The Council on Environmental Quality is a branch of the Executive Office of the President, and is perhaps best known for editing scientific reports to downplay the role of greenhouse-gas emissions in climate change during the Bush Administration. It played a significant role in the content of the communications from the executive branch in the days and weeks after September 11, 2001, DePalma reports:
Within days of the twin towers’ collapse, when the air was heaviest with asbestos and dioxin, a warning that office workers in New York’s Financial District might be at risk if they returned to their workplaces was removed from public statements at the request of the Council on Environmental Quality.
… The original draft of the release that was going to be issued by the EPA and OSHA said “higher levels of asbestos” had been found in seven samples taken by OSHA on Water Street in the Financial District. The Inspector General’s office examined inter-agency emails and found that after the White House reviewed the draft and suggested revisions, the information about Water Street was removed, as was this warning to office workers: “The concern raised by these samples would be for workers at the cleanup site and for those workers who might be returning to their offices on or near Water Street.”

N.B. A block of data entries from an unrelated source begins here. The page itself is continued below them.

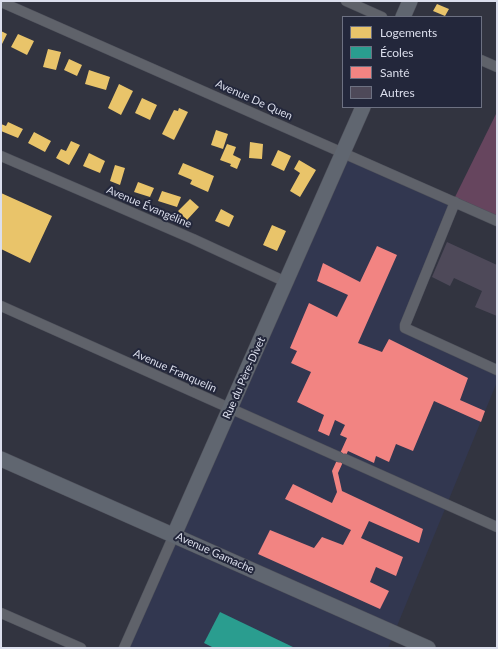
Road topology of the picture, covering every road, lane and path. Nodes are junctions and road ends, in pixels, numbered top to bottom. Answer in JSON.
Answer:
{"nodes":[{"id":1,"x":346,"y":1,"type":"edge"},
{"id":2,"x":410,"y":1,"type":"edge"},
{"id":3,"x":1,"y":2,"type":"edge"},
{"id":4,"x":380,"y":16,"type":"edge"},
{"id":5,"x":403,"y":16,"type":"edge"},
{"id":6,"x":482,"y":60,"type":"edge"},
{"id":7,"x":497,"y":67,"type":"edge"},
{"id":8,"x":363,"y":108,"type":"edge"},
{"id":9,"x":343,"y":153,"type":"junction"},
{"id":10,"x":1,"y":156,"type":"edge"},
{"id":11,"x":455,"y":202,"type":"junction"},
{"id":12,"x":497,"y":221,"type":"edge"},
{"id":13,"x":286,"y":282,"type":"junction"},
{"id":14,"x":1,"y":306,"type":"edge"},
{"id":15,"x":497,"y":370,"type":"edge"},
{"id":16,"x":230,"y":409,"type":"junction"},
{"id":17,"x":1,"y":459,"type":"edge"},
{"id":18,"x":497,"y":527,"type":"edge"},
{"id":19,"x":174,"y":535,"type":"junction"},
{"id":20,"x":1,"y":613,"type":"edge"},
{"id":21,"x":81,"y":648,"type":"edge"},
{"id":22,"x":124,"y":648,"type":"edge"},
{"id":23,"x":428,"y":648,"type":"edge"}],
"edges":[{"from":1,"to":4,"type":"street"},
{"from":2,"to":5,"type":"street"},
{"from":3,"to":9,"type":"street","name":"Avenue De Quen"},
{"from":6,"to":7,"type":"street"},
{"from":8,"to":9,"type":"street","name":"Rue du Père-Divet"},
{"from":9,"to":11,"type":"street","name":"Avenue De Quen"},
{"from":9,"to":13,"type":"street","name":"Rue du Père-Divet"},
{"from":10,"to":13,"type":"street","name":"Avenue Évangéline"},
{"from":11,"to":12,"type":"street","name":"Avenue De Quen"},
{"from":11,"to":15,"type":"street"},
{"from":13,"to":16,"type":"street","name":"Rue du Père-Divet"},
{"from":14,"to":16,"type":"street","name":"Avenue Franquelin"},
{"from":16,"to":18,"type":"street","name":"Avenue Franquelin"},
{"from":16,"to":19,"type":"street","name":"Rue du Père-Divet"},
{"from":17,"to":19,"type":"street","name":"Avenue Gamache"},
{"from":19,"to":22,"type":"street","name":"Rue du Père-Divet"},
{"from":19,"to":23,"type":"street","name":"Avenue Gamache"},
{"from":20,"to":21,"type":"street"}]}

The newly released documents show that, in place of the caution about Water Street, office workers were urged to return to work on Monday, Sept. 17. “Our tests show it is safe for New Yorkers to go back to work in New York’s financial district,” OSHA’s administrator says in the final version of the release.
There’s much more in the full article — read it here.
NYCOSH’s Newman explains what the official response was, compared to what it should have been: “These documents confirm that what happened at the World Trade Center is that we proceeded with a minimalist approach in terms of caution and never really scaled it up as it became necessary, rather than assuming the worst-case scenario and scaling it back as appropriate.”
I like to think that the people who decided to withhold or invent information about air quality around the World Trade Center site didn’t think their decisions would cost lives. Now we know that hundreds of people have been sickened, and in some cases killed, by respiratory and other illnesses linked to exposures in the area. I hope during the next disaster of this scale (which may be either natural or human-caused), officials remember that it’s better to be honest than to offer false assurances of safety.